The answer should consist of each line below that contains the word "Lapham".

---------------

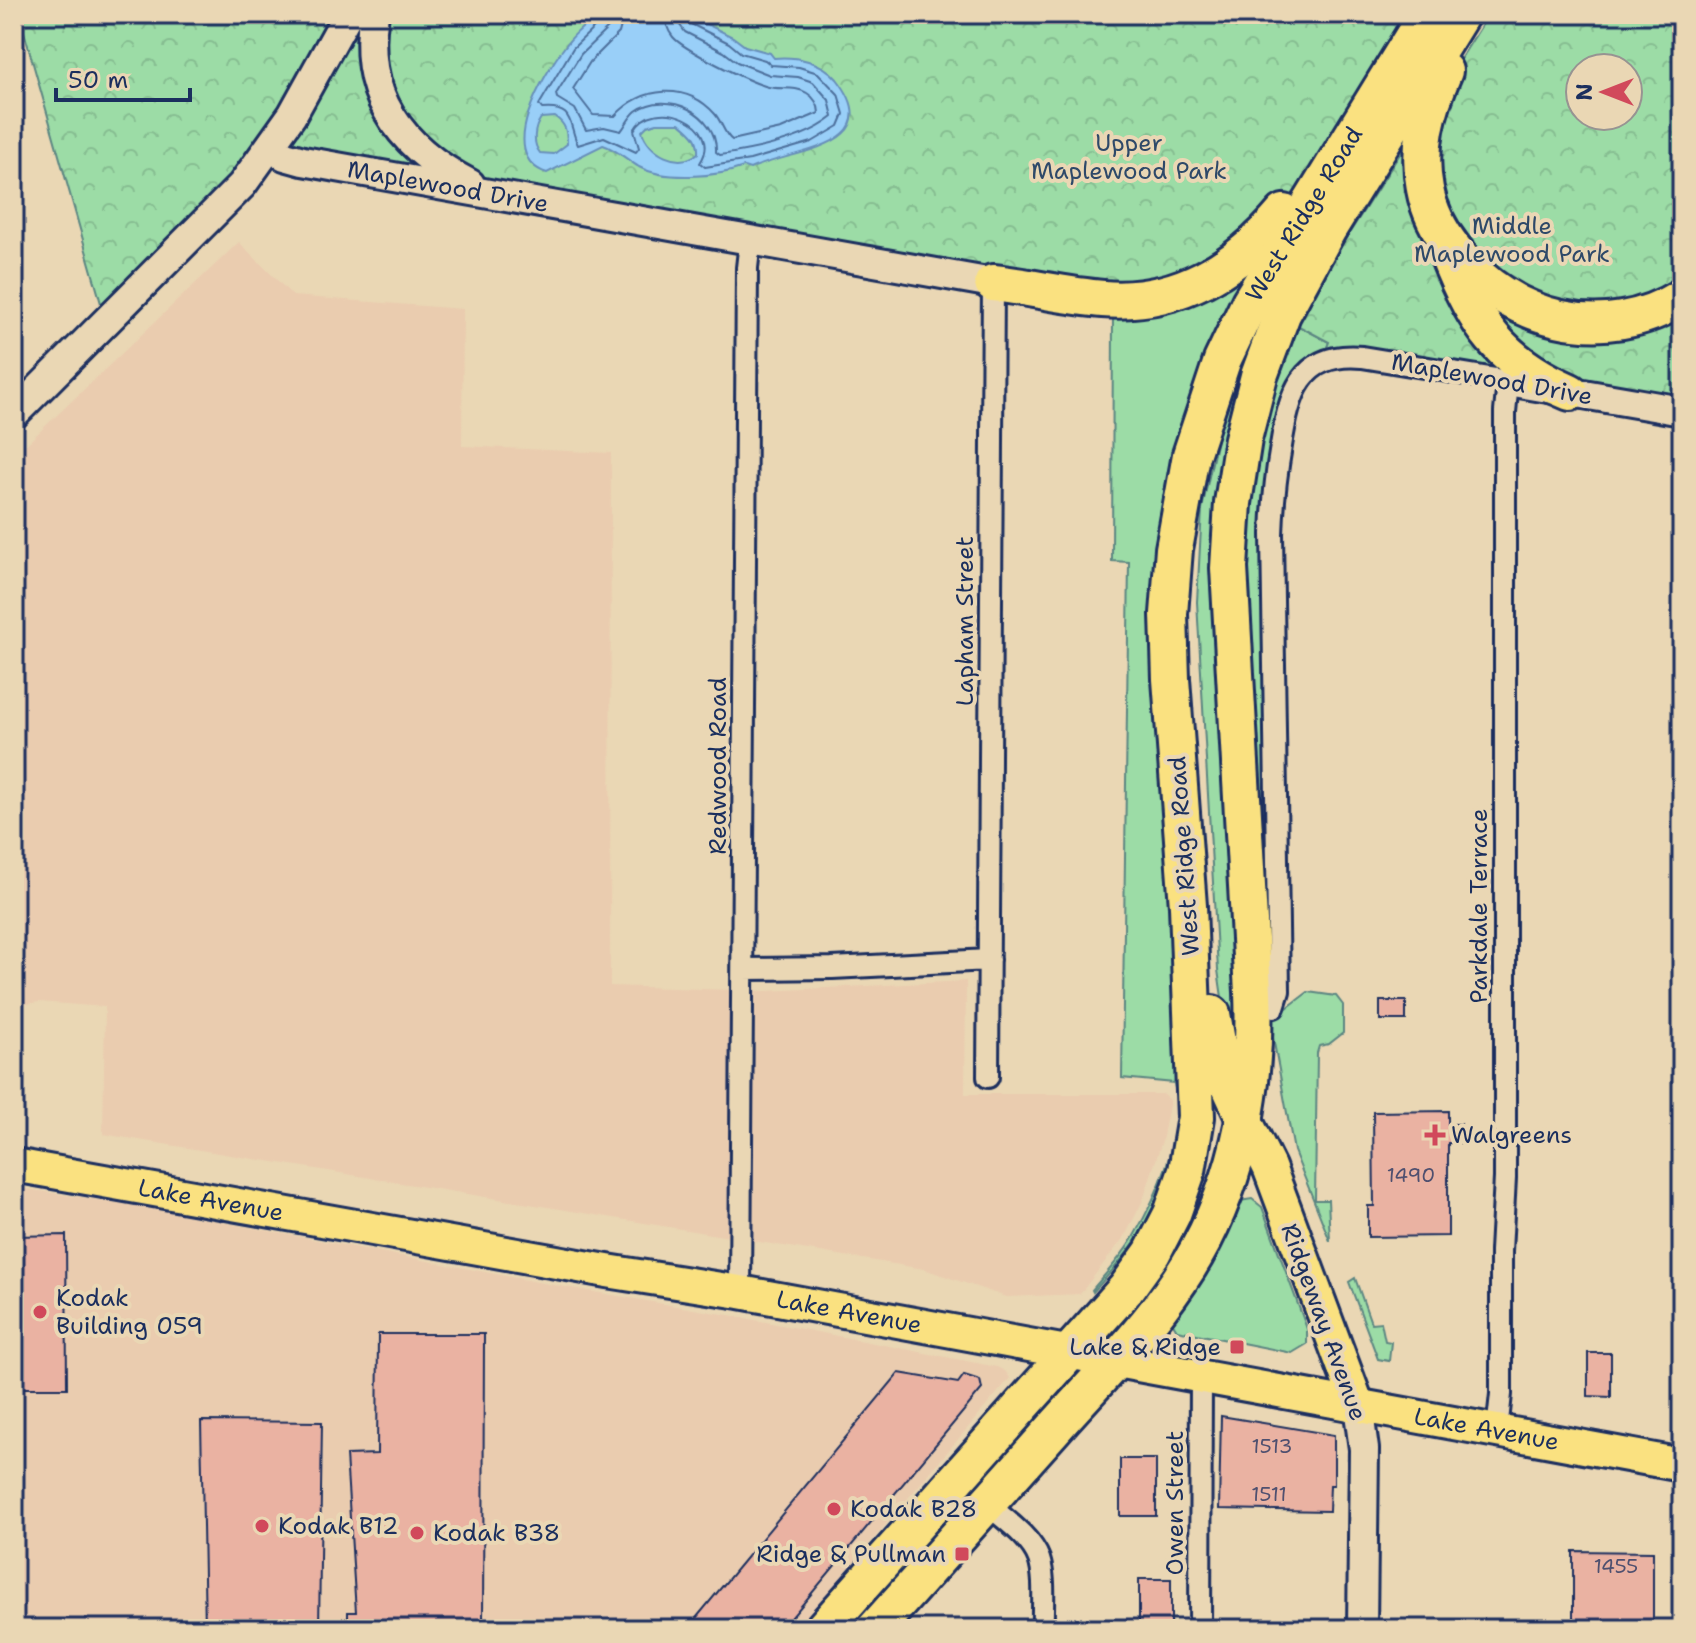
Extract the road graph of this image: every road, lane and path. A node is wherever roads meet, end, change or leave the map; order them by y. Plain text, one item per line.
1 (348, 14) edge
2 (374, 14) edge
3 (1427, 14) edge
4 (1461, 14) edge
5 (1470, 14) edge
6 (1404, 51) junction
7 (271, 148) junction
8 (496, 196) junction
9 (1431, 210) junction
10 (750, 241) junction
11 (993, 283) junction
12 (1682, 297) edge
13 (1508, 381) junction
14 (1570, 392) junction
15 (1682, 411) edge
16 (14, 414) edge
17 (1184, 840) junction
18 (989, 960) junction
19 (743, 969) junction
20 (1274, 1007) joint
21 (1254, 1047) junction
22 (988, 1077) dead end
23 (1245, 1119) junction
24 (14, 1165) edge
25 (740, 1292) junction
26 (1070, 1352) junction
27 (1115, 1361) junction
28 (1201, 1377) junction
29 (1358, 1406) junction
30 (1497, 1431) junction
31 (1682, 1465) edge
32 (987, 1504) junction
33 (823, 1629) edge
34 (875, 1629) edge
35 (1043, 1629) edge
36 (1200, 1629) edge
37 (1362, 1629) edge

1 - 7 street
2 - 8 street
3 - 6 highway, West Ridge Road
4 - 21 highway, West Ridge Road
5 - 9 highway
6 - 11 highway
6 - 17 highway, West Ridge Road
7 - 8 street, Maplewood Drive
7 - 16 street
8 - 10 street, Maplewood Drive
9 - 12 highway
9 - 14 highway
10 - 11 street, Maplewood Drive
10 - 19 street, Redwood Road
11 - 18 street, Lapham Street
13 - 14 street, Maplewood Drive
13 - 20 street, Maplewood Drive
13 - 30 street, Parkdale Terrace
14 - 15 street, Maplewood Drive
17 - 23 highway
17 - 26 highway, West Ridge Road
18 - 19 street
18 - 22 street, Lapham Street
19 - 25 street, Redwood Road
20 - 21 highway
21 - 23 highway, West Ridge Road
23 - 27 highway, West Ridge Road
23 - 29 main road, Ridgeway Avenue
24 - 25 main road, Lake Avenue
25 - 26 main road, Lake Avenue
26 - 27 main road, Lake Avenue
26 - 33 highway, West Ridge Road
27 - 28 main road, Lake Avenue
27 - 32 highway, West Ridge Road
28 - 29 main road, Lake Avenue
28 - 36 street, Owen Street
29 - 30 main road, Lake Avenue
29 - 37 street, Ridgeway Avenue
30 - 31 main road, Lake Avenue
32 - 34 highway, West Ridge Road
32 - 35 street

---------------

Written answer
11 - 18 street, Lapham Street
18 - 22 street, Lapham Street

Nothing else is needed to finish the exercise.